─── Dataset entries

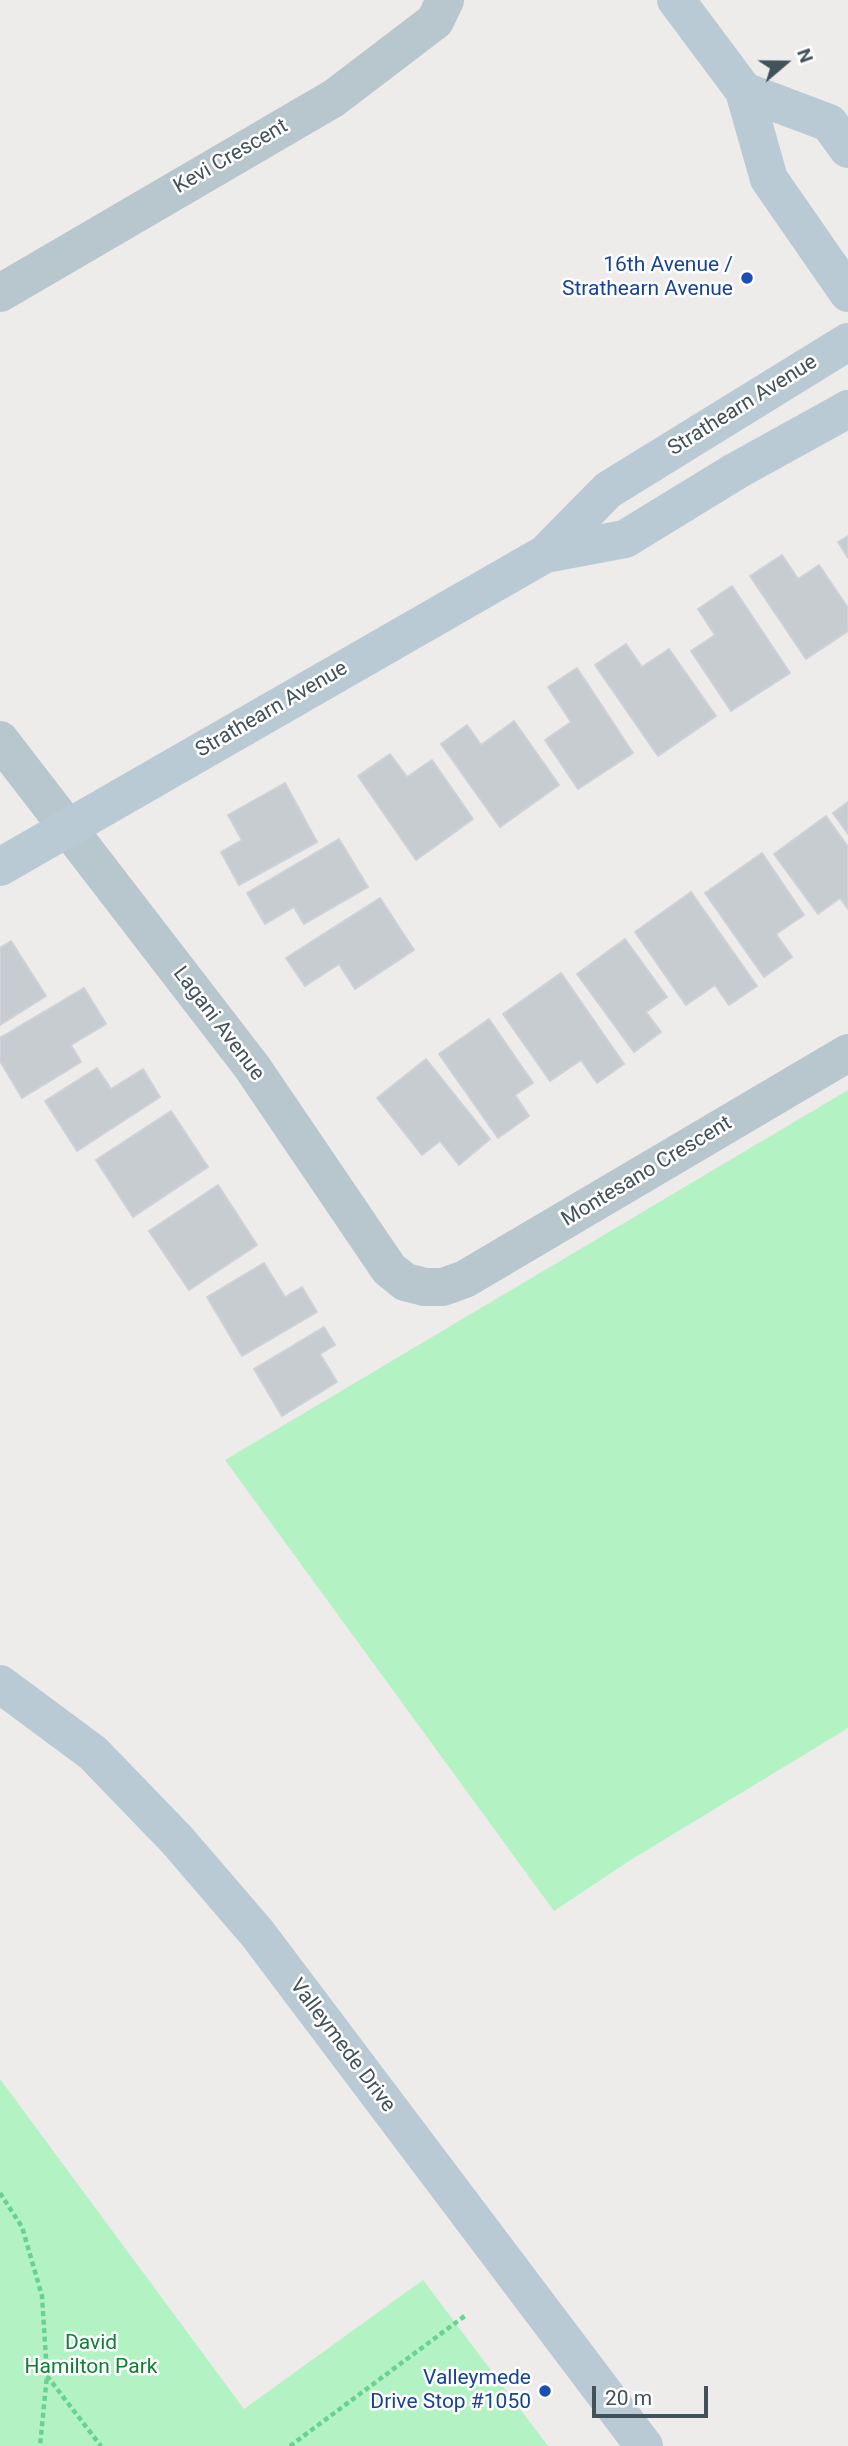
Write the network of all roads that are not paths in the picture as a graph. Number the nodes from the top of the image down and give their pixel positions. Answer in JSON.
{"nodes":[{"id":1,"x":445,"y":0,"type":"edge"},
{"id":2,"x":676,"y":0,"type":"edge"},
{"id":3,"x":744,"y":91,"type":"junction"},
{"id":4,"x":848,"y":149,"type":"edge"},
{"id":5,"x":0,"y":293,"type":"edge"},
{"id":6,"x":848,"y":293,"type":"edge"},
{"id":7,"x":848,"y":342,"type":"edge"},
{"id":8,"x":848,"y":409,"type":"edge"},
{"id":9,"x":545,"y":554,"type":"junction"},
{"id":10,"x":0,"y":740,"type":"edge"},
{"id":11,"x":67,"y":827,"type":"junction"},
{"id":12,"x":0,"y":867,"type":"edge"},
{"id":13,"x":848,"y":1053,"type":"edge"},
{"id":14,"x":443,"y":1287,"type":"joint"},
{"id":15,"x":0,"y":1684,"type":"edge"},
{"id":16,"x":644,"y":2446,"type":"edge"}],
"edges":[{"from":1,"to":5,"type":"street","name":"Kevi Crescent"},
{"from":2,"to":3,"type":"street"},
{"from":3,"to":4,"type":"street"},
{"from":3,"to":6,"type":"street"},
{"from":7,"to":9,"type":"street","name":"Strathearn Avenue"},
{"from":8,"to":9,"type":"street","name":"Strathearn Avenue"},
{"from":9,"to":11,"type":"street","name":"Strathearn Avenue"},
{"from":10,"to":11,"type":"street","name":"Lagani Avenue"},
{"from":11,"to":12,"type":"street","name":"Strathearn Avenue"},
{"from":11,"to":14,"type":"street","name":"Lagani Avenue"},
{"from":13,"to":14,"type":"street","name":"Montesano Crescent"},
{"from":15,"to":16,"type":"street","name":"Valleymede Drive"}]}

──────

Task item
Leave the images aside and return the records above exactly as written.

Result for this exercise
Write the network of all roads that are not paths in the picture as a graph. Number the nodes from the top of the image down and give their pixel positions. Answer in JSON.
{"nodes":[{"id":1,"x":445,"y":0,"type":"edge"},
{"id":2,"x":676,"y":0,"type":"edge"},
{"id":3,"x":744,"y":91,"type":"junction"},
{"id":4,"x":848,"y":149,"type":"edge"},
{"id":5,"x":0,"y":293,"type":"edge"},
{"id":6,"x":848,"y":293,"type":"edge"},
{"id":7,"x":848,"y":342,"type":"edge"},
{"id":8,"x":848,"y":409,"type":"edge"},
{"id":9,"x":545,"y":554,"type":"junction"},
{"id":10,"x":0,"y":740,"type":"edge"},
{"id":11,"x":67,"y":827,"type":"junction"},
{"id":12,"x":0,"y":867,"type":"edge"},
{"id":13,"x":848,"y":1053,"type":"edge"},
{"id":14,"x":443,"y":1287,"type":"joint"},
{"id":15,"x":0,"y":1684,"type":"edge"},
{"id":16,"x":644,"y":2446,"type":"edge"}],
"edges":[{"from":1,"to":5,"type":"street","name":"Kevi Crescent"},
{"from":2,"to":3,"type":"street"},
{"from":3,"to":4,"type":"street"},
{"from":3,"to":6,"type":"street"},
{"from":7,"to":9,"type":"street","name":"Strathearn Avenue"},
{"from":8,"to":9,"type":"street","name":"Strathearn Avenue"},
{"from":9,"to":11,"type":"street","name":"Strathearn Avenue"},
{"from":10,"to":11,"type":"street","name":"Lagani Avenue"},
{"from":11,"to":12,"type":"street","name":"Strathearn Avenue"},
{"from":11,"to":14,"type":"street","name":"Lagani Avenue"},
{"from":13,"to":14,"type":"street","name":"Montesano Crescent"},
{"from":15,"to":16,"type":"street","name":"Valleymede Drive"}]}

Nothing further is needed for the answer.